▸ What to produce
State, as one number, how many lines in these records hold "lane".

▸ Material provided
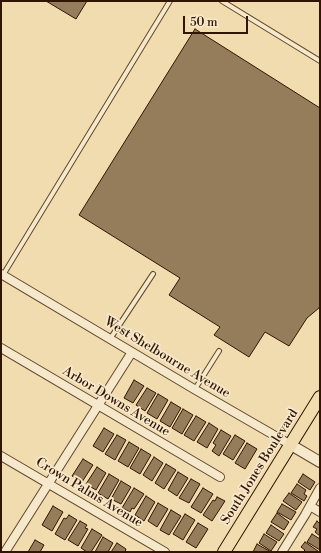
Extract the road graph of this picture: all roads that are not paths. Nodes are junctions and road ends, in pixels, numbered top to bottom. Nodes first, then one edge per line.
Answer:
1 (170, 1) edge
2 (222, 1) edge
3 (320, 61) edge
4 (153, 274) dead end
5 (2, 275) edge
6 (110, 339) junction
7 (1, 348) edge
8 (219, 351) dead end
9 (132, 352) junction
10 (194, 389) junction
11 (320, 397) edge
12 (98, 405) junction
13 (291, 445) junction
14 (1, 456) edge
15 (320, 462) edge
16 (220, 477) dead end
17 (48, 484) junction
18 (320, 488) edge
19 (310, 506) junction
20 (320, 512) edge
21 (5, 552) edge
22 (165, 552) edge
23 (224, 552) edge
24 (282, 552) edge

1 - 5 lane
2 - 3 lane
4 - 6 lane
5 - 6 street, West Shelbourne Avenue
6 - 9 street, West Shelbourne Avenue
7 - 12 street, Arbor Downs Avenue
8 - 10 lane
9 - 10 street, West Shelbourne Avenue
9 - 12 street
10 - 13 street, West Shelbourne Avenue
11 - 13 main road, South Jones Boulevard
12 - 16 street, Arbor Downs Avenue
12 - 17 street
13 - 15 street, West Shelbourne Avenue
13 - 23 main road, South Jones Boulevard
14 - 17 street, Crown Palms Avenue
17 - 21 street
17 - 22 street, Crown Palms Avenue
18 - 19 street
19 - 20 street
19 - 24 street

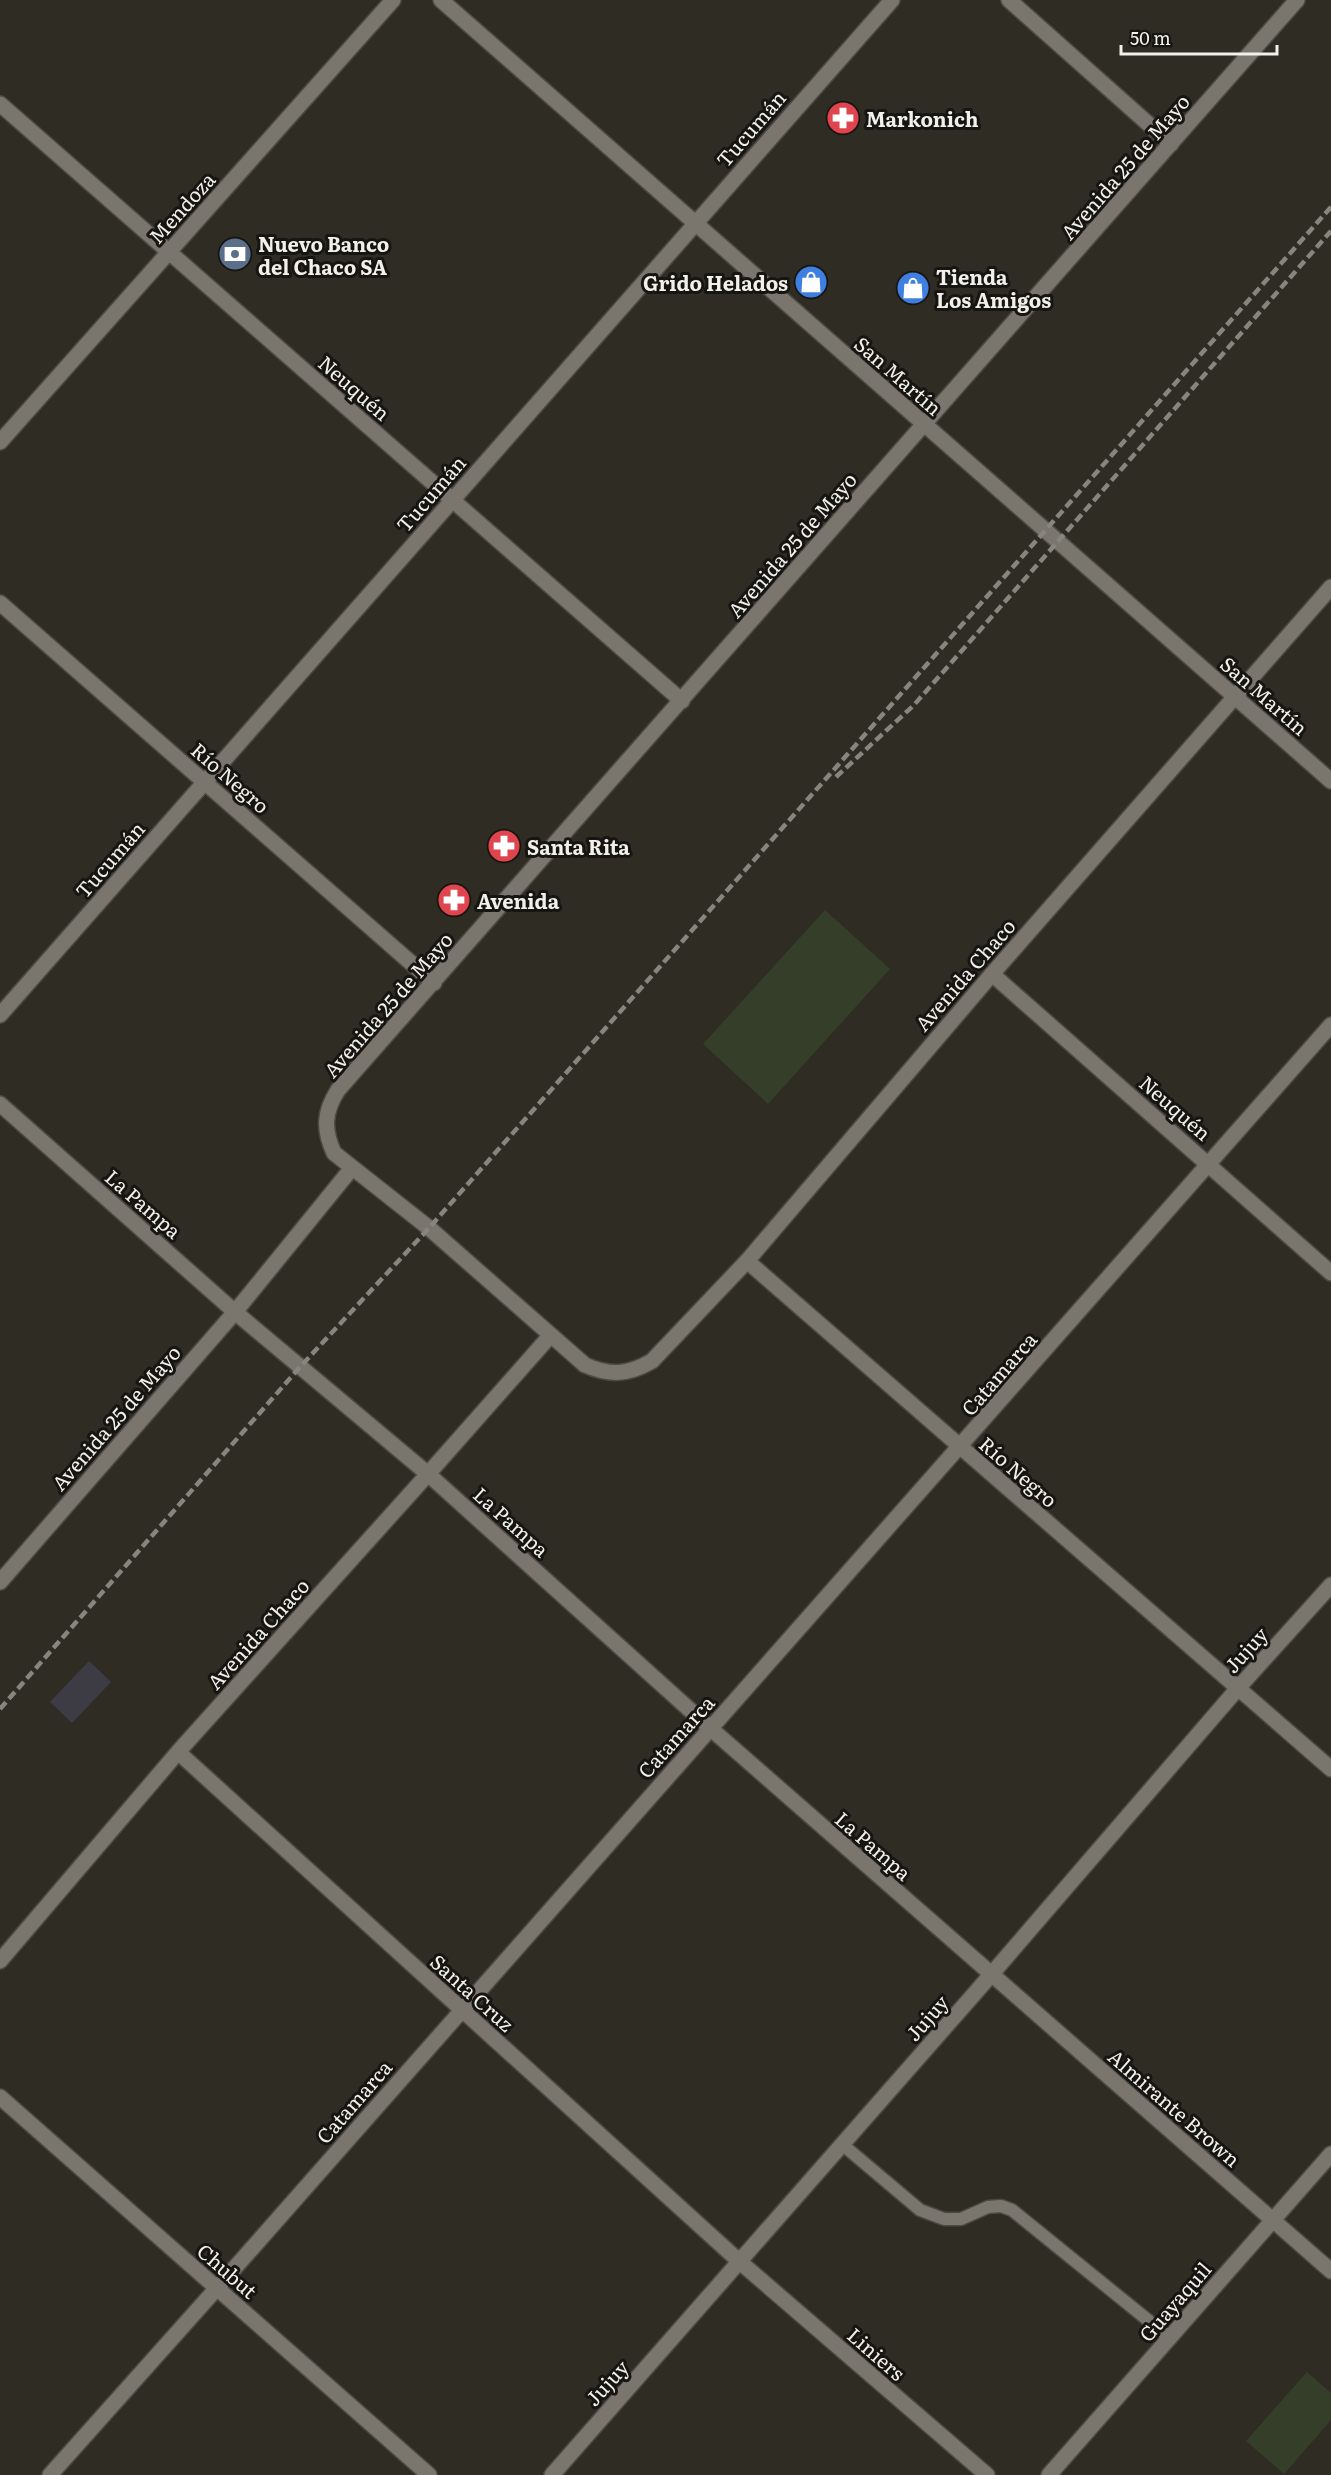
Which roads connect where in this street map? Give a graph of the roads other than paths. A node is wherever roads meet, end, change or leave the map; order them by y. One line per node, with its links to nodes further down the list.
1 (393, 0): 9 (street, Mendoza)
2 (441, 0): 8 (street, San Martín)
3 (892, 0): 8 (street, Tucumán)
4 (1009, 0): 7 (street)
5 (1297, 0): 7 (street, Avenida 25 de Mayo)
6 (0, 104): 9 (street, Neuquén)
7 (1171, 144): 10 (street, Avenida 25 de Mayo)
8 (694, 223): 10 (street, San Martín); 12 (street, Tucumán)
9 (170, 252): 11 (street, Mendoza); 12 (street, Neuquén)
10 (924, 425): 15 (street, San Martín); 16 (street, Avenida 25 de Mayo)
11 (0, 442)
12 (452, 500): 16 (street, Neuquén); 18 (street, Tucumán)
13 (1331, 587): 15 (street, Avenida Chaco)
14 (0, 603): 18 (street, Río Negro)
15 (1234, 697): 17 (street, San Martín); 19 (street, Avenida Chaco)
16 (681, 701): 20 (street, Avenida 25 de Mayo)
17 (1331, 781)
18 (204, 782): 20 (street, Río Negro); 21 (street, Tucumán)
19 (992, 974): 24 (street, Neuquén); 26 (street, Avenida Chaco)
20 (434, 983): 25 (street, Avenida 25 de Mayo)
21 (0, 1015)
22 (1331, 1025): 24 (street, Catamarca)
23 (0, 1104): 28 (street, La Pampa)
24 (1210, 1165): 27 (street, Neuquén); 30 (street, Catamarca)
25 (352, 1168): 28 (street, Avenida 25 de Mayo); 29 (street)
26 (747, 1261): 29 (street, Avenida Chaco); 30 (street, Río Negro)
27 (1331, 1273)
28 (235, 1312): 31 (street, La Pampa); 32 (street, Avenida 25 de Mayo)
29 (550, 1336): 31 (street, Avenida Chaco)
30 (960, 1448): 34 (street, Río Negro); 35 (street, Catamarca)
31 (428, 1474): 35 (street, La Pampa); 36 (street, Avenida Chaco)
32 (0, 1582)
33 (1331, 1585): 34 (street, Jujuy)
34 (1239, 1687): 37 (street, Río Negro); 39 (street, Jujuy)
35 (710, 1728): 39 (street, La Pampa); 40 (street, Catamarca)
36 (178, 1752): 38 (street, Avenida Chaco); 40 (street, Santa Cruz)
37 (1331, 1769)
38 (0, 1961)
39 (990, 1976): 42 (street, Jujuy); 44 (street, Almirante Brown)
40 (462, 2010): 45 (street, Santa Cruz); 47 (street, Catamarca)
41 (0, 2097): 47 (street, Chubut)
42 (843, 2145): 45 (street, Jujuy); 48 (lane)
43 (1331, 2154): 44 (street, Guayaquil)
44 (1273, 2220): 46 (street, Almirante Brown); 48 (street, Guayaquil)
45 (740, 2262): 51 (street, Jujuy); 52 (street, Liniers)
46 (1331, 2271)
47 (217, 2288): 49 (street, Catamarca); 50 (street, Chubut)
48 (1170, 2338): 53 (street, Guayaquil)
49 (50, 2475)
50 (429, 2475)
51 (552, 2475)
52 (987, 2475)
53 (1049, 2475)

▸ Response to the task
5